■ **EXTRACTED INFORMATION**:

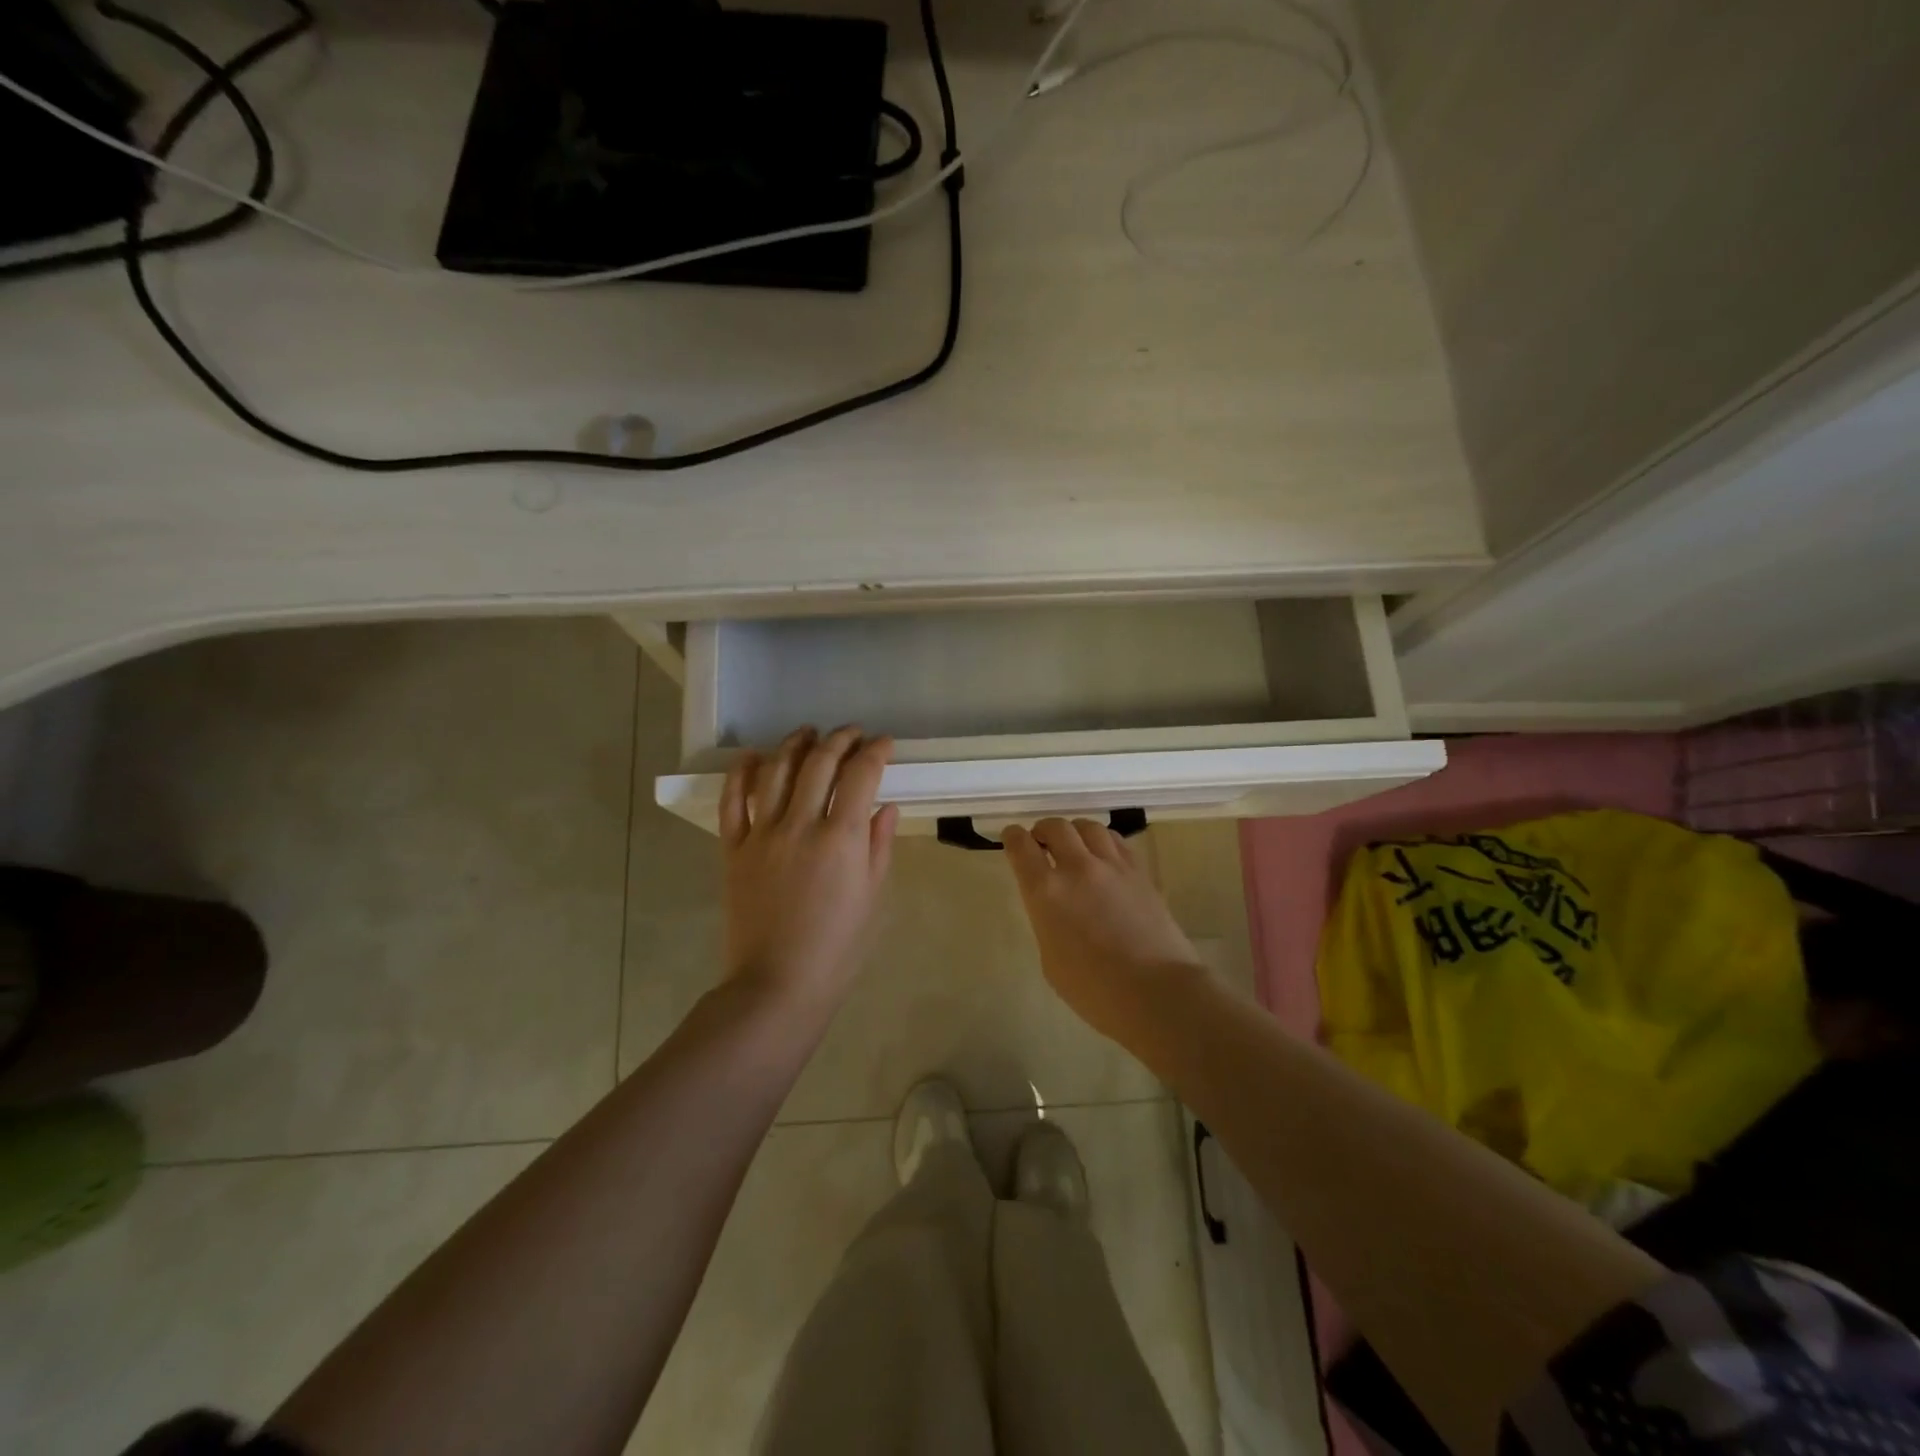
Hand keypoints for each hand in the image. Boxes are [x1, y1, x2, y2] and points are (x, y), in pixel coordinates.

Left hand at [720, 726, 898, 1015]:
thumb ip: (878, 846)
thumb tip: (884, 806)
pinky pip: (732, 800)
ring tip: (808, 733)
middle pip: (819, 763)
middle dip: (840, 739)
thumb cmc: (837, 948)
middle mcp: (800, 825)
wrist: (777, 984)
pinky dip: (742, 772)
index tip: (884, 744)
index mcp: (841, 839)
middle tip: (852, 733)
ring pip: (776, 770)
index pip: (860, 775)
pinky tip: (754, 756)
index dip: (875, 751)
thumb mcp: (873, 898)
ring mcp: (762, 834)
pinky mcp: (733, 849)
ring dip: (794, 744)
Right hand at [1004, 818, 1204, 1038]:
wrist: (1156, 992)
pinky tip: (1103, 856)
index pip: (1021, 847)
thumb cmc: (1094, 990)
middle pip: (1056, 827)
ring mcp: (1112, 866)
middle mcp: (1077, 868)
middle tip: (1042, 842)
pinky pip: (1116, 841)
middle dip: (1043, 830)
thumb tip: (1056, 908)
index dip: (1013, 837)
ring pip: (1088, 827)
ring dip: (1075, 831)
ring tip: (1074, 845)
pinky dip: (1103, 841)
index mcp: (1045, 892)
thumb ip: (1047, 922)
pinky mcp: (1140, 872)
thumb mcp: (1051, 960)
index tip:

■ **EXERCISE PROMPT**: Each line, beginning at the one that contains "middle tip: (1042, 842)" and continuing through the end of the records, must be written out exactly, first and last included.

■ **YOUR SOLUTION**:
middle tip: (1042, 842)
pinky pip: (1116, 841)
middle dip: (1043, 830)
thumb tip: (1056, 908)
index dip: (1013, 837)
ring pip: (1088, 827)
ring dip: (1075, 831)
ring tip: (1074, 845)
pinky dip: (1103, 841)
index mcp: (1045, 892)
thumb ip: (1047, 922)
pinky mcp: (1140, 872)
thumb mcp: (1051, 960)
index tip:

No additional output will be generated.